Typical responsibilities:

  • Building prospect lists from ICP (ideal customer profile) criteria
  • Cold email sequences, cold calls, and LinkedIn outreach
  • Account research using intent and firmographic data
  • Personalizing messaging to break through to executives
  • Setting first meetings for the sales team

BDRs lean heavily on outbound tactics and often pair with account-based marketing for B2B teams, where sales and marketing target a defined list of high-value accounts together.

Where Both Roles Fit in the Pipeline

SDRs and BDRs both live at the top of the funnel. They don't close deals—they create qualified opportunities and pass them to account executives. Understanding the basic stages of a B2B sales pipeline makes the handoff clearer:

  1. Lead generation — BDRs source cold, marketing feeds SDRs warm leads
  2. Qualification — both reps confirm fit, budget, and timing
  3. Discovery — the AE takes over after the SDR/BDR books the meeting
  4. Proposal and close — handled downstream by closers

A well-run sales discovery call usually starts where the SDR or BDR's job ends.

Why Companies Confuse the Titles

Three reasons the SDR/BDR distinction gets muddy:

  • No industry standard. Some companies flip the definitions—calling outbound reps SDRs and inbound reps BDRs.
  • Combined roles. Smaller teams often have one rep doing both inbound and outbound, and the title is arbitrary.
  • Salesforce influence.

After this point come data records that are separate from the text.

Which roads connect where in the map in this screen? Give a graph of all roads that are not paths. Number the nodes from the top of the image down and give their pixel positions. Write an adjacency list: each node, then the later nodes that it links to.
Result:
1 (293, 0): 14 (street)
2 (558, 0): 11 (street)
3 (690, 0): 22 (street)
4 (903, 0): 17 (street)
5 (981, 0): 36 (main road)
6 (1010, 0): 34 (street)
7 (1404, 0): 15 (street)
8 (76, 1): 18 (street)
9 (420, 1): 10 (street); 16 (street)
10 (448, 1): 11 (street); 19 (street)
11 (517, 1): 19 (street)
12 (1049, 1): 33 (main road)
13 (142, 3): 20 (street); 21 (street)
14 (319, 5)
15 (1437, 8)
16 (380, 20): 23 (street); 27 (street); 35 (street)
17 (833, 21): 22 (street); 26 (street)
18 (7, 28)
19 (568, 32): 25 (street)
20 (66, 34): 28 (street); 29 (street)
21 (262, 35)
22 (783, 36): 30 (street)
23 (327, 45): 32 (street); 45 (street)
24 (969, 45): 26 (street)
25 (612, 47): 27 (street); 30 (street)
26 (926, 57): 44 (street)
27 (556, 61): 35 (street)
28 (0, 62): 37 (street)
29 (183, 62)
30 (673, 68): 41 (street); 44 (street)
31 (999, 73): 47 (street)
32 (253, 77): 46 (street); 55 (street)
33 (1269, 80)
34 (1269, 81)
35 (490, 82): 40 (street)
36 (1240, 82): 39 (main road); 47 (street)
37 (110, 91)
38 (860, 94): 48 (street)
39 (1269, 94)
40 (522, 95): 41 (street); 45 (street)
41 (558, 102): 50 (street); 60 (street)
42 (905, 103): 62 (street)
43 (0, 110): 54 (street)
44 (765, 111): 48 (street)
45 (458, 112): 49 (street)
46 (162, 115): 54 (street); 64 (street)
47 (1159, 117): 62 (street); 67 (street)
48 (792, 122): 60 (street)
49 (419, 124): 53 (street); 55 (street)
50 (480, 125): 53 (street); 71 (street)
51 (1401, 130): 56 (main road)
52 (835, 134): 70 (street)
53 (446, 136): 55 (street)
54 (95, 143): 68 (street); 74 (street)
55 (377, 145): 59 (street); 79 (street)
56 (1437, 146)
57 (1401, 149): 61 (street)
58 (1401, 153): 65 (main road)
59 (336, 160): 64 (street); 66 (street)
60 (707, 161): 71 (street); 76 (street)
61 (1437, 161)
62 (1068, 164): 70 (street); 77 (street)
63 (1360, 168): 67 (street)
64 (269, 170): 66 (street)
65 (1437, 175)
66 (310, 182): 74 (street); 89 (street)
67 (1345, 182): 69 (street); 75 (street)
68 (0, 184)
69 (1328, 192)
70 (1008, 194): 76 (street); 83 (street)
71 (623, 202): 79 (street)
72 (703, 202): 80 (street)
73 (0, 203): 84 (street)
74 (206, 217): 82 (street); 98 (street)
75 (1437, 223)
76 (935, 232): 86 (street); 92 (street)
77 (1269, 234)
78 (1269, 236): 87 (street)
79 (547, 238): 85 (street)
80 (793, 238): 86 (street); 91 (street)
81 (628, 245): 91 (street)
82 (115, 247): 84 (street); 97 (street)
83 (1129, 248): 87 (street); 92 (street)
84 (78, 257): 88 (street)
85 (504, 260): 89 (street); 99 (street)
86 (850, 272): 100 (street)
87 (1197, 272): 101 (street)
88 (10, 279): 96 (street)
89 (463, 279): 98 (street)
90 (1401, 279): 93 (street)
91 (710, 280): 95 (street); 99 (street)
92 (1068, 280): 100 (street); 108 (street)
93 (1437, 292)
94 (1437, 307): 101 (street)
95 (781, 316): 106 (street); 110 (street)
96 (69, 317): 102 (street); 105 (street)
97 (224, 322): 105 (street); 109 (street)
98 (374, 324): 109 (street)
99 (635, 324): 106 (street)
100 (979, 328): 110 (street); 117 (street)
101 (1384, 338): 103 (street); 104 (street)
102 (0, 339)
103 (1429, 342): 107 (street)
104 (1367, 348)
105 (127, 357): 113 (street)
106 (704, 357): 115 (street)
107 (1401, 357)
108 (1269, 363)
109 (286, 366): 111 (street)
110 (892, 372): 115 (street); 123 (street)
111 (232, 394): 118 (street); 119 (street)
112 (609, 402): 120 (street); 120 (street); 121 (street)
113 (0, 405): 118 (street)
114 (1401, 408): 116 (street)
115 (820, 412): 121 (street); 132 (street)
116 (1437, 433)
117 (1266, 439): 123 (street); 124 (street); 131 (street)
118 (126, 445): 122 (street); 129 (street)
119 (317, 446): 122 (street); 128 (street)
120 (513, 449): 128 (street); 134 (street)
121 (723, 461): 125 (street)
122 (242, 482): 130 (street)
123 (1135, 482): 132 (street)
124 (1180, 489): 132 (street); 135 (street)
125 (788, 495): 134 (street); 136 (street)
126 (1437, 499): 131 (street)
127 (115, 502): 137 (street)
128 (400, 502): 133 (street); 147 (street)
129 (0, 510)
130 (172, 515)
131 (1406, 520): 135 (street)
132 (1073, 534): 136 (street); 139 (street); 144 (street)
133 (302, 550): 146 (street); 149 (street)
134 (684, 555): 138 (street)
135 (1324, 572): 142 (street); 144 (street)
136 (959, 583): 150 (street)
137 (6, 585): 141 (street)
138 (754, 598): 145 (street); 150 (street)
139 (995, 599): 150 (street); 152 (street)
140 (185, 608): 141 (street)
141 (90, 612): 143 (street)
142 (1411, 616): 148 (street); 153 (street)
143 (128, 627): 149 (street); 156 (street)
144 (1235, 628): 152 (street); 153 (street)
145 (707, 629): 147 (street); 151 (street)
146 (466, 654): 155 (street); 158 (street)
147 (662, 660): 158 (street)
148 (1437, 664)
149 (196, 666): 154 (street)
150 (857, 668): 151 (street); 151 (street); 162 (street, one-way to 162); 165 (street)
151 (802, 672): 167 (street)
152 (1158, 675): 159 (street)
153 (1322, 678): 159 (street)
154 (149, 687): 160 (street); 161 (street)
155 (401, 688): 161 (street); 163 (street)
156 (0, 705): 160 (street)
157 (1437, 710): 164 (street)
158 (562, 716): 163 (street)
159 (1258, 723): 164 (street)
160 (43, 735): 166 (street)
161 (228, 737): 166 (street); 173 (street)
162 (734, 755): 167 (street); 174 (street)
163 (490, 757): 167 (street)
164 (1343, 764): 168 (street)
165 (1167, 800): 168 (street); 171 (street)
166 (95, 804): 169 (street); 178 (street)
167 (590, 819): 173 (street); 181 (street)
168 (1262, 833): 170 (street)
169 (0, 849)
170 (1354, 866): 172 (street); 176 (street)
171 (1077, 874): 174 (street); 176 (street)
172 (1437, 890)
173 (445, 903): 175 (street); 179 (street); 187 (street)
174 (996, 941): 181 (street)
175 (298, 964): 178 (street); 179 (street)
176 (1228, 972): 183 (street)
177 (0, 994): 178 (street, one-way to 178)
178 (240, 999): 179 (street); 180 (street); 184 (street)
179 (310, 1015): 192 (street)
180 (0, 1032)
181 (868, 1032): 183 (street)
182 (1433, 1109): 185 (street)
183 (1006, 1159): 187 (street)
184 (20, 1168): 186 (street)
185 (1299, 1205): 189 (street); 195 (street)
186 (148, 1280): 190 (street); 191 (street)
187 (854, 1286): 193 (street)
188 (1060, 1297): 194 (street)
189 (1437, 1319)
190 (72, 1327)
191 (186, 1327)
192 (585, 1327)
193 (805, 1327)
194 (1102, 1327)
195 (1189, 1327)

Salesforce popularized the SDR/BDR split, but adoption varies by region and company size.

When evaluating a role, ignore the acronym and ask one question: Where do the leads come from?

Skills That Differ Between the Roles

While both need qualification and communication skills, the emphasis shifts:

SDR strengths

  • Fast, organized follow-up
  • Reading buyer intent from existing engagement
  • High volume of inbound conversations

BDR strengths

  • Resilience to rejection (cold outreach has low reply rates)
  • Strong written cold-email copywriting
  • Creative prospecting and research

BDR work is generally tougher to start in because you're manufacturing interest from nothing. SDRs get a warmer runway.

How These Roles Power SaaS Growth

Both roles are foundational to how business development works in a SaaS startup. Early-stage companies often hire BDRs first to build a repeatable outbound engine, then layer in SDRs once inbound demand grows. The split also depends heavily on the broader sales model and whether you're running B2B versus B2C sales motions—B2B's longer cycles and named accounts make dedicated prospecting roles far more common.

Key Takeaways

  • SDR = inbound. Works marketing-generated leads, qualifies fast, routes to AEs.
  • BDR = outbound. Cold prospects net-new accounts, books meetings from scratch.
  • Both sit at the top of the funnel and feed account executives—neither closes deals.
  • Titles aren't standardized; always check the actual lead source the role works.
  • Choose based on team stage: BDRs build outbound pipeline early, SDRs scale inbound demand later.